Take all surgeries by each surgeon and calculate the infection rate among those surgeons. For each patient in the data, find out who the surgeon was and plug in that surgeon's average infection rate as a feature. Does this pose any target leakage issues? Does it pose any train-test contamination issues?

This poses a risk of both target leakage and train-test contamination (though you may be able to avoid both if you are careful).

You have target leakage if a given patient's outcome contributes to the infection rate for his surgeon, which is then plugged back into the prediction model for whether that patient becomes infected. You can avoid target leakage if you calculate the surgeon's infection rate by using only the surgeries before the patient we are predicting for. Calculating this for each surgery in your training data may be a little tricky.
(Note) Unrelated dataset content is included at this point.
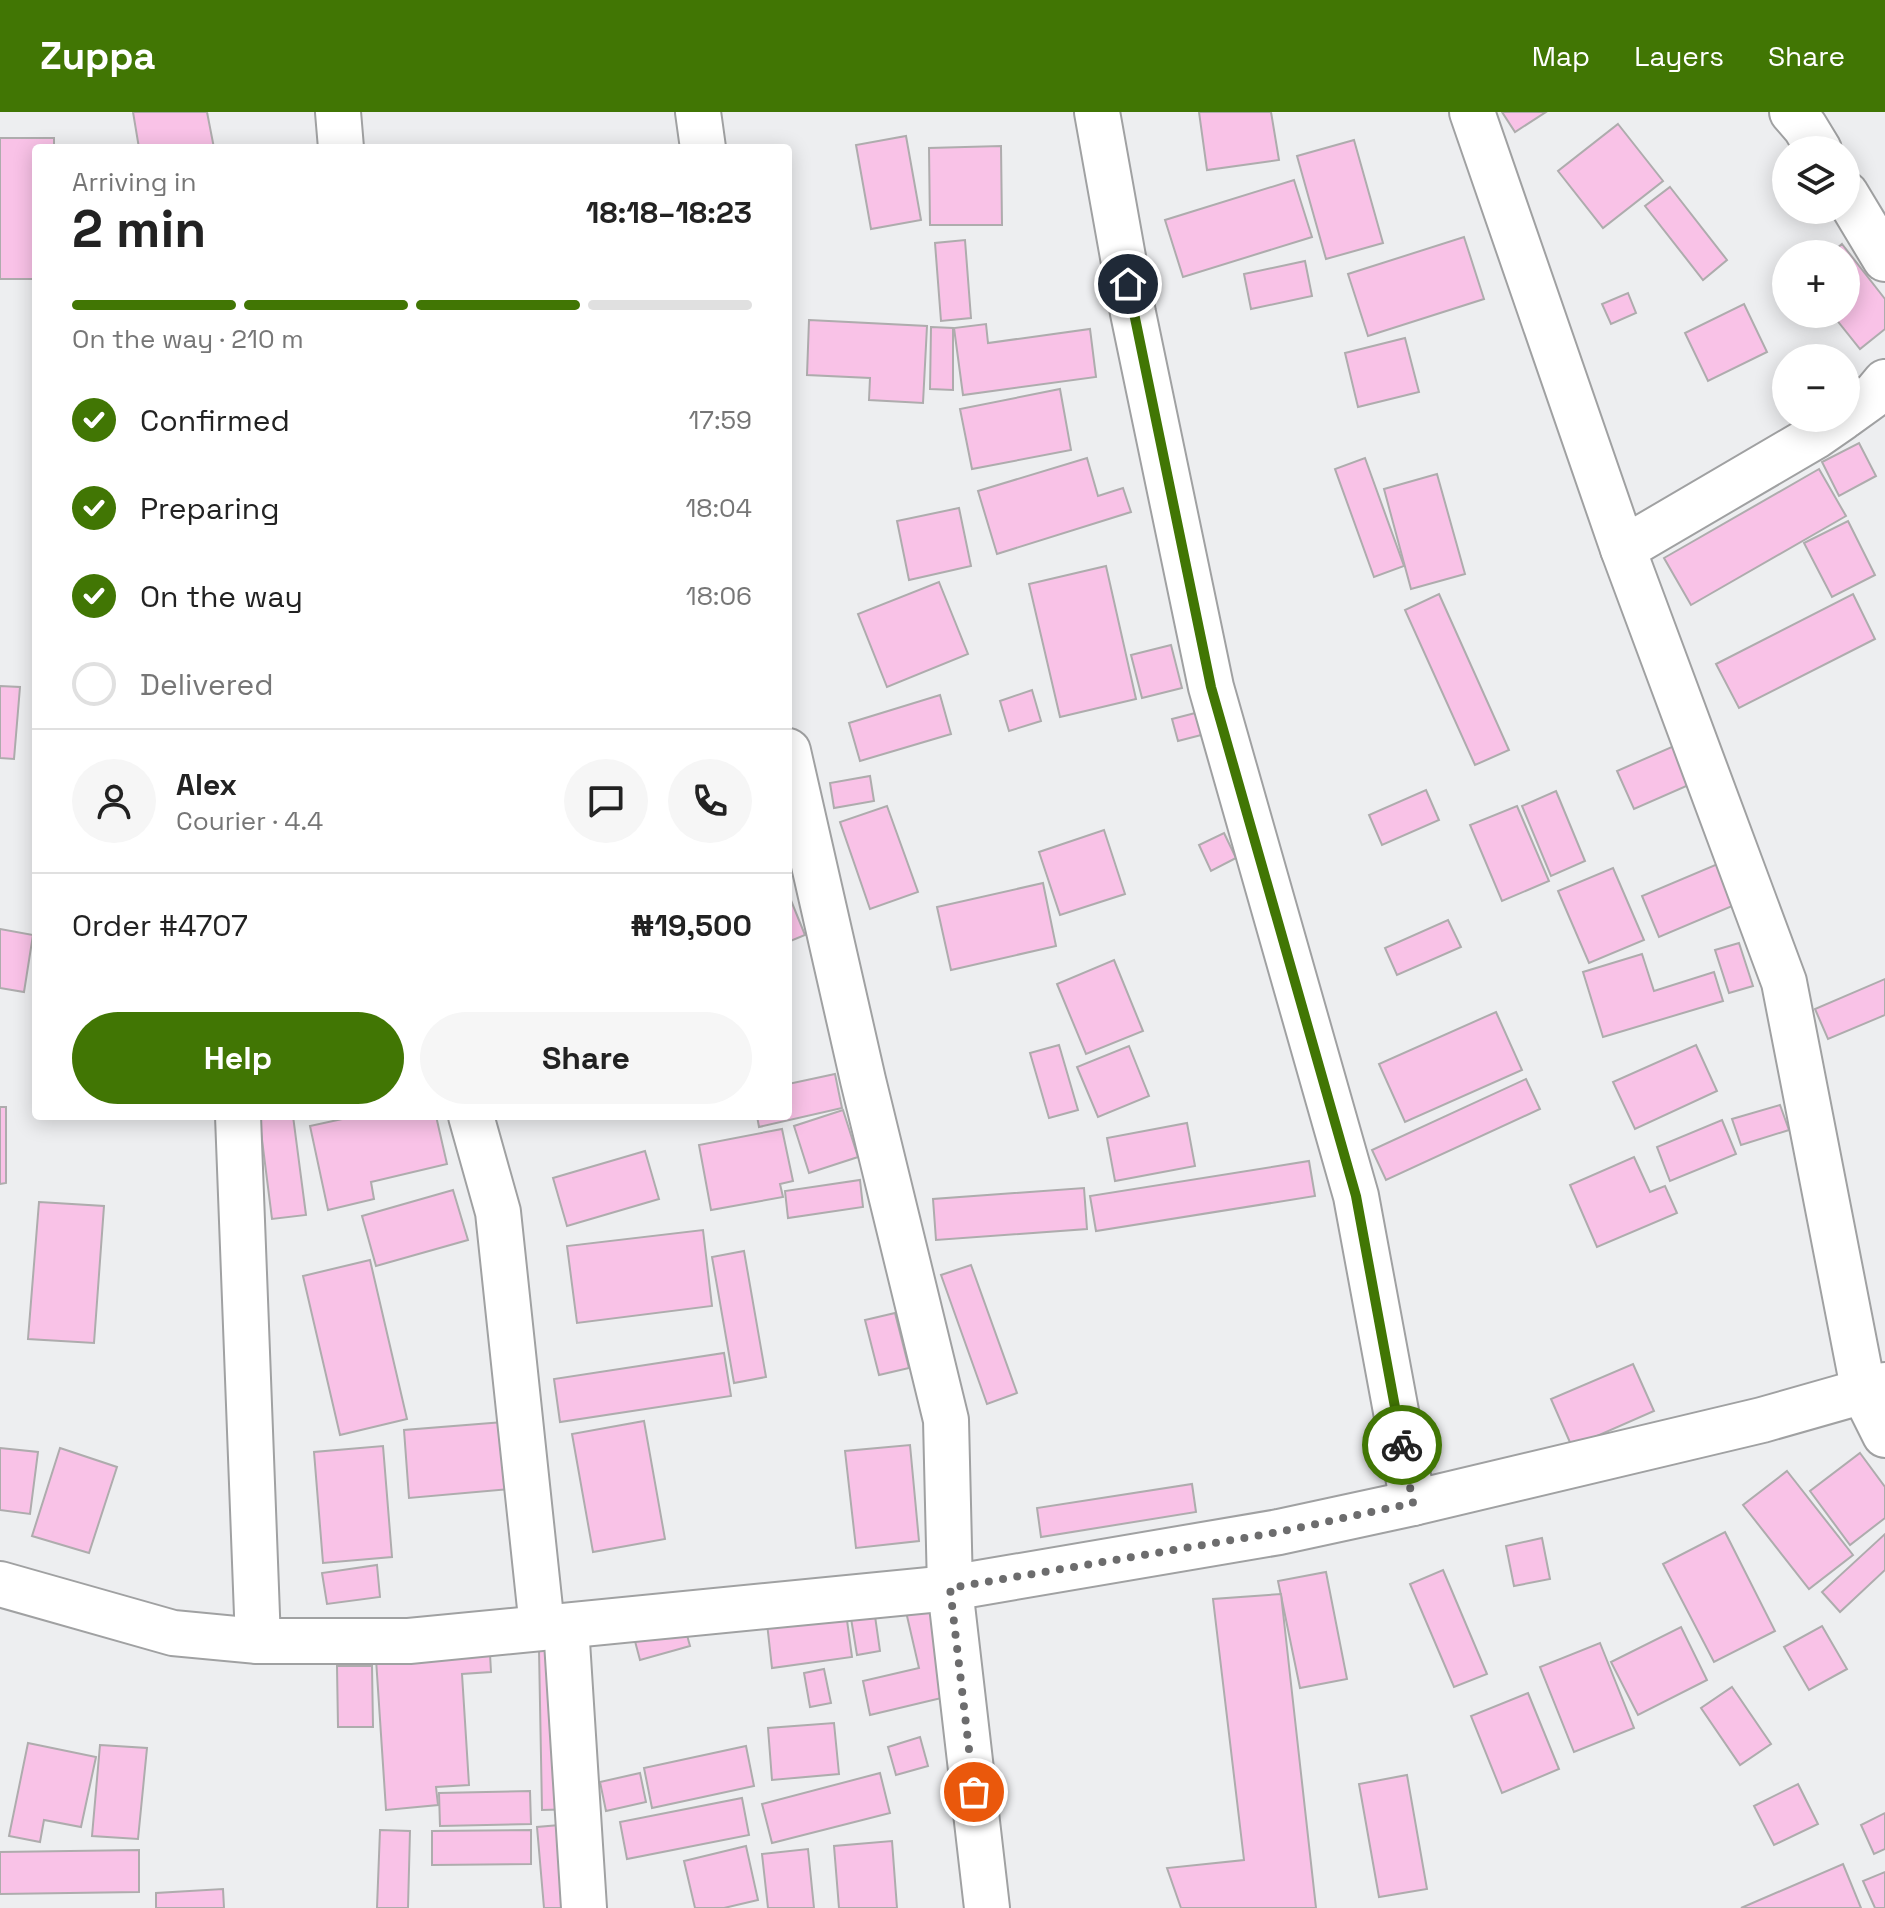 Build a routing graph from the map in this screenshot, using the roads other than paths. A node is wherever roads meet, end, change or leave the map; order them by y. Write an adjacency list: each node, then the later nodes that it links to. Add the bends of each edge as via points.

You also have a train-test contamination problem if you calculate this using all surgeries a surgeon performed, including those from the test-set. The result would be that your model could look very accurate on the test set, even if it wouldn't generalize well to new patients after the model is deployed. This would happen because the surgeon-risk feature accounts for data in the test set. Test sets exist to estimate how the model will do when seeing new data. So this contamination defeats the purpose of the test set.

Case 4: Housing Prices

You will build a model to predict housing prices. The model will be deployed on an ongoing basis, to predict the price of a new house when a description is added to a website. Here are four features that could be used as predictors.

Size of the house (in square meters)
Average sales price of homes in the same neighborhood
Latitude and longitude of the house
Whether the house has a basement

You have historic data to train and validate the model.

Which of the features is most likely to be a source of leakage?

2 is the source of target leakage. Here is an analysis for each feature:

The size of a house is unlikely to be changed after it is sold (though technically it's possible). But typically this will be available when we need to make a prediction, and the data won't be modified after the home is sold. So it is pretty safe.
We don't know the rules for when this is updated. If the field is updated in the raw data after a home was sold, and the home's sale is used to calculate the average, this constitutes a case of target leakage. At an extreme, if only one home is sold in the neighborhood, and it is the home we are trying to predict, then the average will be exactly equal to the value we are trying to predict. In general, for neighborhoods with few sales, the model will perform very well on the training data. But when you apply the model, the home you are predicting won't have been sold yet, so this feature won't work the same as it did in the training data.
These don't change, and will be available at the time we want to make a prediction. So there's no risk of target leakage here.
This also doesn't change, and it is available at the time we want to make a prediction. So there's no risk of target leakage here.